• Work required: The answer must be every line below that contains the string "Left".

• Data records:
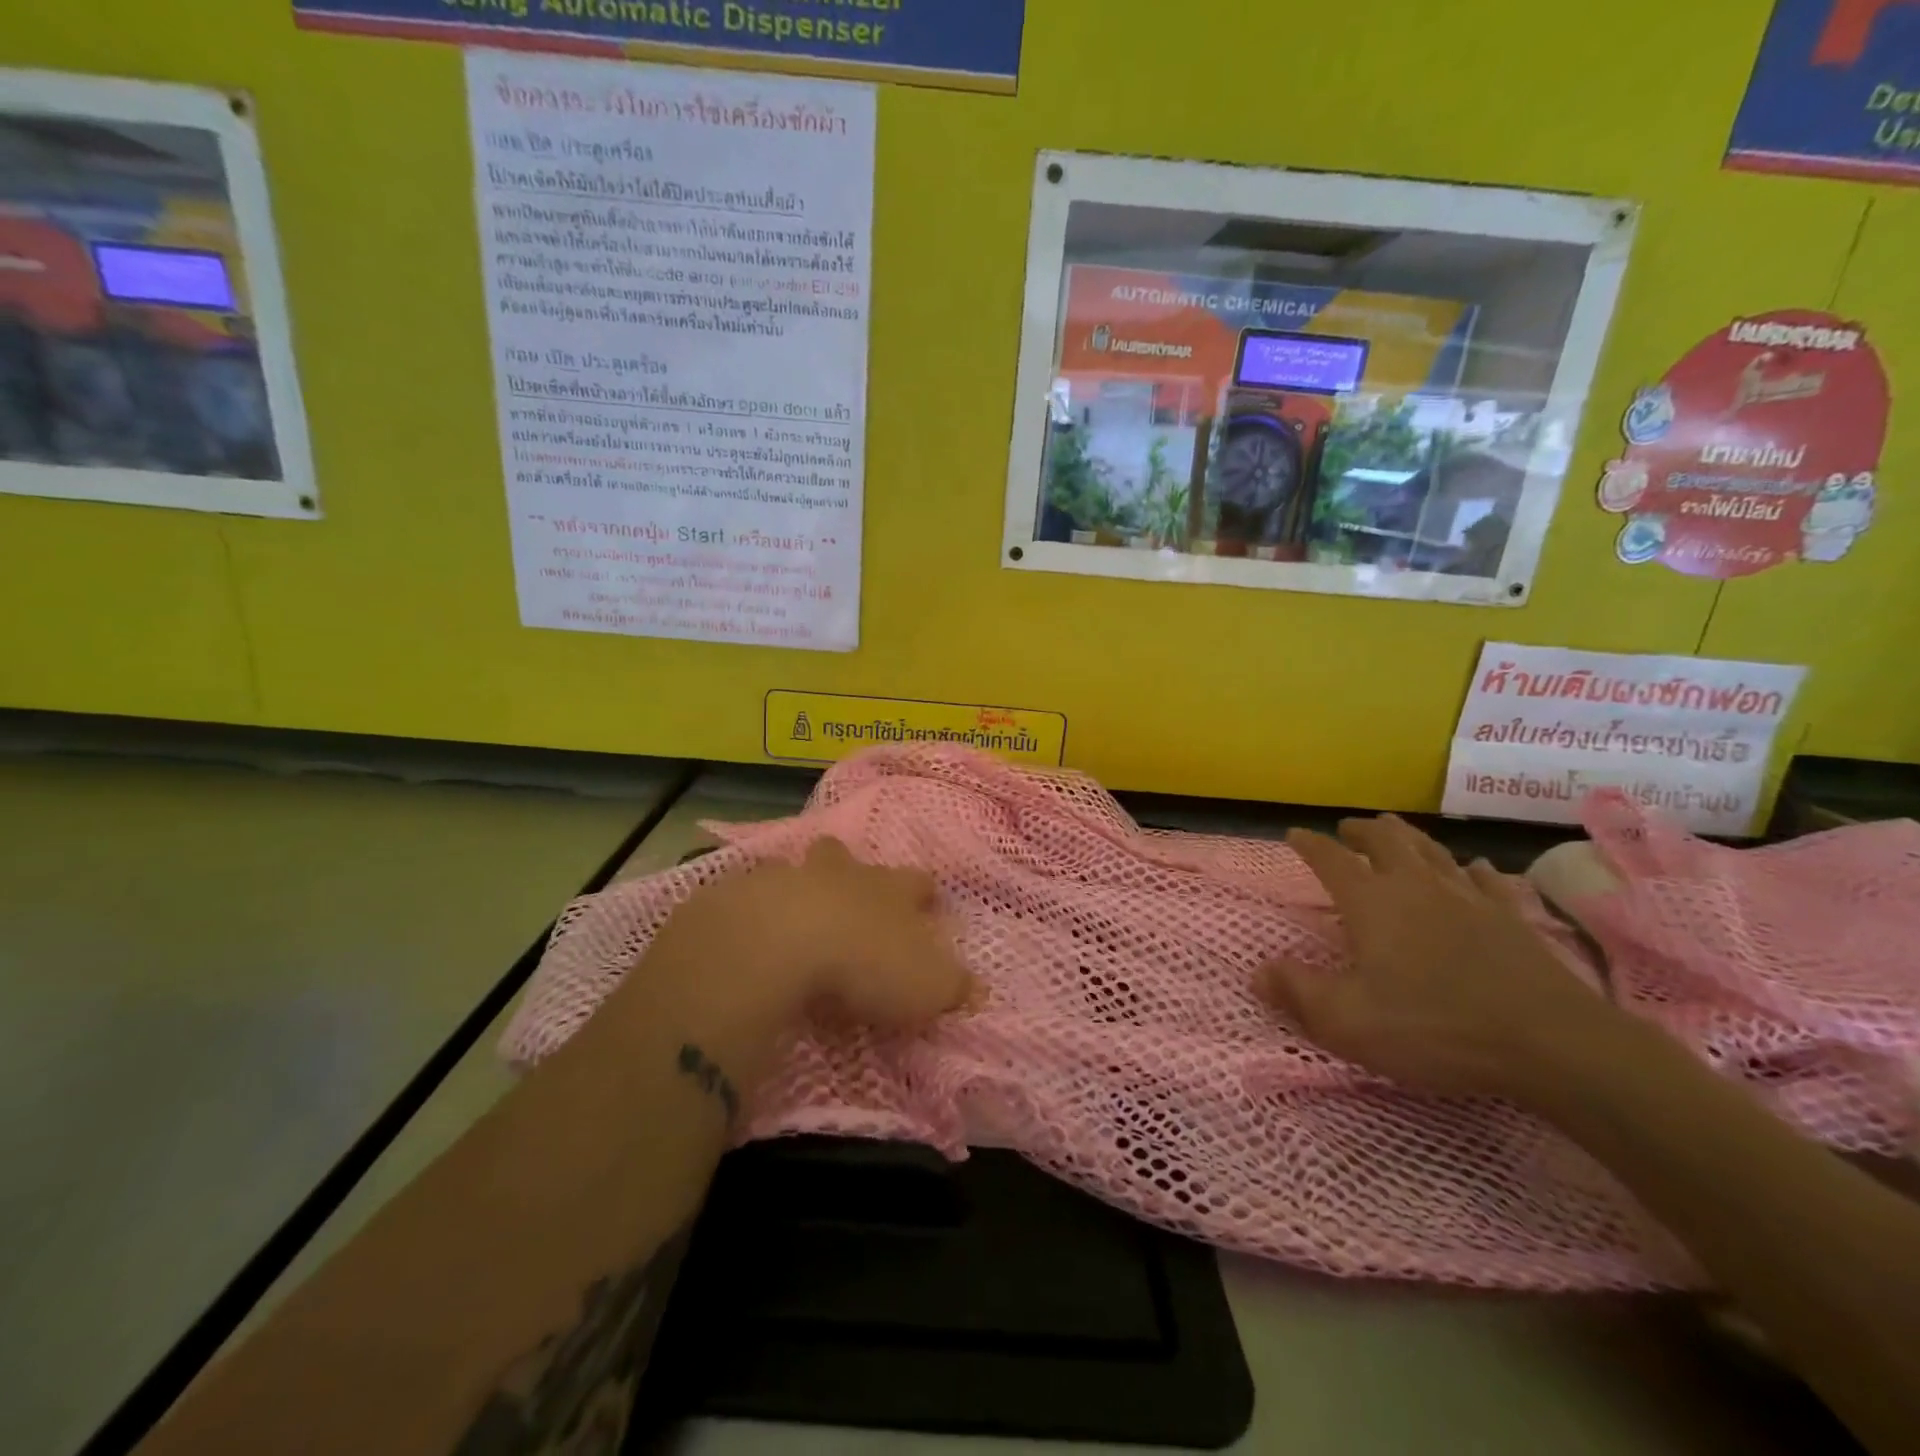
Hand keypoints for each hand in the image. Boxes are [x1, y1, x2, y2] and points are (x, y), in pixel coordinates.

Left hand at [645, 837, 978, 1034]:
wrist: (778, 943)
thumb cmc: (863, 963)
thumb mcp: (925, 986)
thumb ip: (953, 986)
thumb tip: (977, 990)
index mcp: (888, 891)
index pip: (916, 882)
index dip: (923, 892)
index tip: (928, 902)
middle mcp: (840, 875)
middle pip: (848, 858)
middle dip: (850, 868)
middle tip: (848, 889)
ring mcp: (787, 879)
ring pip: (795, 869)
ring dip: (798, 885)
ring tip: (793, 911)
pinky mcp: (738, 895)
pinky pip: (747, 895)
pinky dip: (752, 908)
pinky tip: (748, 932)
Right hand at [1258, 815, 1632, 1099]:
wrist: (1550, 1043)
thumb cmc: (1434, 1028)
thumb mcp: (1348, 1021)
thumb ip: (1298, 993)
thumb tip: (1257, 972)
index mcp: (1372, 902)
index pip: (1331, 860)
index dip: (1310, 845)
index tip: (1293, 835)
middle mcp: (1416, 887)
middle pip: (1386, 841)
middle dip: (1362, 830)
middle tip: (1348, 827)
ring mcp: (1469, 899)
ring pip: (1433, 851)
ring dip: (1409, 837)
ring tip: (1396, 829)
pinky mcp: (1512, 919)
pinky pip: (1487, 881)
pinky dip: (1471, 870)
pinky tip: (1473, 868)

==

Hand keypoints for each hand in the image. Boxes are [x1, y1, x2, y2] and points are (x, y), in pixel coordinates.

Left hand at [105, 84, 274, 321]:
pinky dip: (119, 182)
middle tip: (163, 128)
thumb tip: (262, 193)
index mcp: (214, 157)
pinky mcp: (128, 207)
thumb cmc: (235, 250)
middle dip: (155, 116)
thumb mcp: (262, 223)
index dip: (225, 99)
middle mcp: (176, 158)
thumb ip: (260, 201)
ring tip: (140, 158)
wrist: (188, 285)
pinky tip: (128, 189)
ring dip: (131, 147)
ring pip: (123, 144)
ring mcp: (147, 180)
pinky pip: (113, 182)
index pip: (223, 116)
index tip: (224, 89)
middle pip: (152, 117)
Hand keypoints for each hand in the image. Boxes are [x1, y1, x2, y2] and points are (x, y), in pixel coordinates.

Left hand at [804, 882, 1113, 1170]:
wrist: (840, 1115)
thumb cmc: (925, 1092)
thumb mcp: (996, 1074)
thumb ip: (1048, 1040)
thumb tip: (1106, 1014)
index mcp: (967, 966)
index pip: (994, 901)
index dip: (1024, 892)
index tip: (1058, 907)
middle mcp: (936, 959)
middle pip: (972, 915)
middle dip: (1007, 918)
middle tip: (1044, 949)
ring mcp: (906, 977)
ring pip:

• Result below:
Left hand at [645, 837, 978, 1034]:
Left hand at [105, 84, 274, 321]:
Left hand at [804, 882, 1113, 1170]:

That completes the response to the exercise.